In our relationship, he is not the fixer, I am. And I think that was/is a big part of his issue. When I was sick, I couldn't "fix" things (even myself), and he is not comfortable in that role. He is more of an avoider and procrastinator. He could not fix me, and (I think you are right again) the crying took its toll.

In times when he is feeling down he has admitted that he is afraid/does not want to watch me die (though I currently have a "clean bill of health"), and is wondering if he is trying to push me away so that he will not have to watch that. He has also repeatedly said that there is another man out there that will love me, take care of me in the way that I deserve, and that he just can't do that.
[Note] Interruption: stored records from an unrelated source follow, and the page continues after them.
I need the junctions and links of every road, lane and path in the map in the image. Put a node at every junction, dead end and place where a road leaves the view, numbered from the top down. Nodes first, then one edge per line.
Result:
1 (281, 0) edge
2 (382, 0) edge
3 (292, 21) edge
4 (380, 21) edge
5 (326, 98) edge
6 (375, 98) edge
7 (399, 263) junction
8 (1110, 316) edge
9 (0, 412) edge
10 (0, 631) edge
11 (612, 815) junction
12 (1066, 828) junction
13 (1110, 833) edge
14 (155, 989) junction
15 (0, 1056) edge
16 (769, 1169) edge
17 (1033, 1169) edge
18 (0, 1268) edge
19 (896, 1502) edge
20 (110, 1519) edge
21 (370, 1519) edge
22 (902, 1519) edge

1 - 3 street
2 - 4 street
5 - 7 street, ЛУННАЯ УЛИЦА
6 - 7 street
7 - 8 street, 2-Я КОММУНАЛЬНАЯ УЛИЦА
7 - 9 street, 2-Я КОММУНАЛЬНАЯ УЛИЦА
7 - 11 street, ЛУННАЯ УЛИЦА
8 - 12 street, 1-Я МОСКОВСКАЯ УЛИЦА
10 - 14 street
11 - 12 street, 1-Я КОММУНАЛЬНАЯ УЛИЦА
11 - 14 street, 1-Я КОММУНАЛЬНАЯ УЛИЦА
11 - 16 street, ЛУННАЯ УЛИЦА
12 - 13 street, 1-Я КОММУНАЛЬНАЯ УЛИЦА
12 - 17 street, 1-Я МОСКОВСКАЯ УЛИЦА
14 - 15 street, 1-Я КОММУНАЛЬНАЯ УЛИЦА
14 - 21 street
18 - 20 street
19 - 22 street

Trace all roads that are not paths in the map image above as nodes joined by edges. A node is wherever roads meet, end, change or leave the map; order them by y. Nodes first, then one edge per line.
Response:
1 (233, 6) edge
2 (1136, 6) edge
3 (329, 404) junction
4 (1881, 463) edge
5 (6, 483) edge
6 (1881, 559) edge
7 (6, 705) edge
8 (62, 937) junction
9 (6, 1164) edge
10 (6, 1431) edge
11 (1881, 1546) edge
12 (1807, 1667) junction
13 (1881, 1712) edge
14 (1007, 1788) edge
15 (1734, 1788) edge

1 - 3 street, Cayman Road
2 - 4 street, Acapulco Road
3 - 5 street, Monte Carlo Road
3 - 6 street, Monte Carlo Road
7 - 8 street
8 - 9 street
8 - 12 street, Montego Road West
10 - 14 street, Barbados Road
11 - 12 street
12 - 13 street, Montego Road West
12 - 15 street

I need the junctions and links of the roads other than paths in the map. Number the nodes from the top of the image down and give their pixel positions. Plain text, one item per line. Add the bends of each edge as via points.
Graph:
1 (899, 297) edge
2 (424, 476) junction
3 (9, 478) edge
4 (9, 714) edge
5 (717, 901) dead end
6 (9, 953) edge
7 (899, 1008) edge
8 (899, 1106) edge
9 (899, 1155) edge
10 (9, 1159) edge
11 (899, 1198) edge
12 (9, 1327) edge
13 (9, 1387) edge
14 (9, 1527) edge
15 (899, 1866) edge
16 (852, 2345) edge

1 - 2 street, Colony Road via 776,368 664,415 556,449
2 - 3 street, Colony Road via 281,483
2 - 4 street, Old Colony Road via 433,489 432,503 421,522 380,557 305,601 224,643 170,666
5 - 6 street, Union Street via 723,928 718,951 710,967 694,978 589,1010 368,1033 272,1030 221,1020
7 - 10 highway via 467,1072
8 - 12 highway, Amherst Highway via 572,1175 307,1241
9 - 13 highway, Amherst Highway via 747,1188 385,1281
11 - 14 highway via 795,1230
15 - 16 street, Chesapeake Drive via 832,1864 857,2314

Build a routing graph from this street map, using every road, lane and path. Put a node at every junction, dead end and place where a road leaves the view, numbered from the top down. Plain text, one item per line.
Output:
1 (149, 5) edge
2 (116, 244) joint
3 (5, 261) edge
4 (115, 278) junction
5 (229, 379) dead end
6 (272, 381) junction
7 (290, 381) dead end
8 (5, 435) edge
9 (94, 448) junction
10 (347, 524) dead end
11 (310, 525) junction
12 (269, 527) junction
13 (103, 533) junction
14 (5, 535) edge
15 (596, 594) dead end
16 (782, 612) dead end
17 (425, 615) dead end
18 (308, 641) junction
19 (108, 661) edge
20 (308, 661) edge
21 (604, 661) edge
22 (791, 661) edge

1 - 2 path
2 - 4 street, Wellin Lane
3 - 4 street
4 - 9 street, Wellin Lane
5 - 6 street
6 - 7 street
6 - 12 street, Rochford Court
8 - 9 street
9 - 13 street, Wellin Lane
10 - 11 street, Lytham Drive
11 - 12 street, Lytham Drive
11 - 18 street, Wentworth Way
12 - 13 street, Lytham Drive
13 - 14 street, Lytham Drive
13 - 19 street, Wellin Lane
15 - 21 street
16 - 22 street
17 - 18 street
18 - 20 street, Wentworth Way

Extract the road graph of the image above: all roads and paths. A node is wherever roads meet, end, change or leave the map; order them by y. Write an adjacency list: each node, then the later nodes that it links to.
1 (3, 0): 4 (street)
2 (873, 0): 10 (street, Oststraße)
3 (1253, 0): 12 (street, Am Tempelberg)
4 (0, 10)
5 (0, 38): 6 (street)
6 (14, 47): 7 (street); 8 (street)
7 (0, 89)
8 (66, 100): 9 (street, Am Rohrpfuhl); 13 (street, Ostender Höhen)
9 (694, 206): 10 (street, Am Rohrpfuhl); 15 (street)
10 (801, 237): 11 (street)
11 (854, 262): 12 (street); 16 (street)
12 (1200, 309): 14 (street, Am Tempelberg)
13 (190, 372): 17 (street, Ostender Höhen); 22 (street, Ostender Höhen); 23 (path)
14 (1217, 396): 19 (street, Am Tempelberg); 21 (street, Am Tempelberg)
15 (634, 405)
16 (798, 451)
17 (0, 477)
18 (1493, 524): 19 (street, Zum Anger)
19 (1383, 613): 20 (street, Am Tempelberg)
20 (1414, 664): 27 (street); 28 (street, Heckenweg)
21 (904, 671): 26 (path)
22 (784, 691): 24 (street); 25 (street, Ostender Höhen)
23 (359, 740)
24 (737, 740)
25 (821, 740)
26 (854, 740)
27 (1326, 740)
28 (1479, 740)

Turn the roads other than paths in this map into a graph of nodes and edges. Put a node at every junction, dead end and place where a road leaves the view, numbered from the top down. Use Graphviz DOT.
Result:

I think his feelings of worthlessness come in to play here. Then the next day, he is making future plans with me! So up and down we go.

You comments and advice are very comforting to me. Just having someone understand and be supportive is helping me keep calm and enables me to work on the DBing. Most of my friends and coworkers are so angry that he would cause me this pain at this point in my life, they just want to see him out of my life. That is not what I want, and I guess lots of others on this board experience the same thing.

I know that I am fortunate that he is still lives at home, even though it is very unpleasant at times. Although we have no children together, we have a beautiful 40 acre farm, and I know despite the fact he has threatened to move out, he would find it very hard to leave our home. He is not a man that gives up his posessions easily. He really tends to hang on to things....whick is part of the reason I find his behavior so hard to understand. And then I catch myself....right now there just isn't any understanding to his behavior.

I am working on the BDing. Baby steps.


Most of us are about as happy as we make up our minds to be.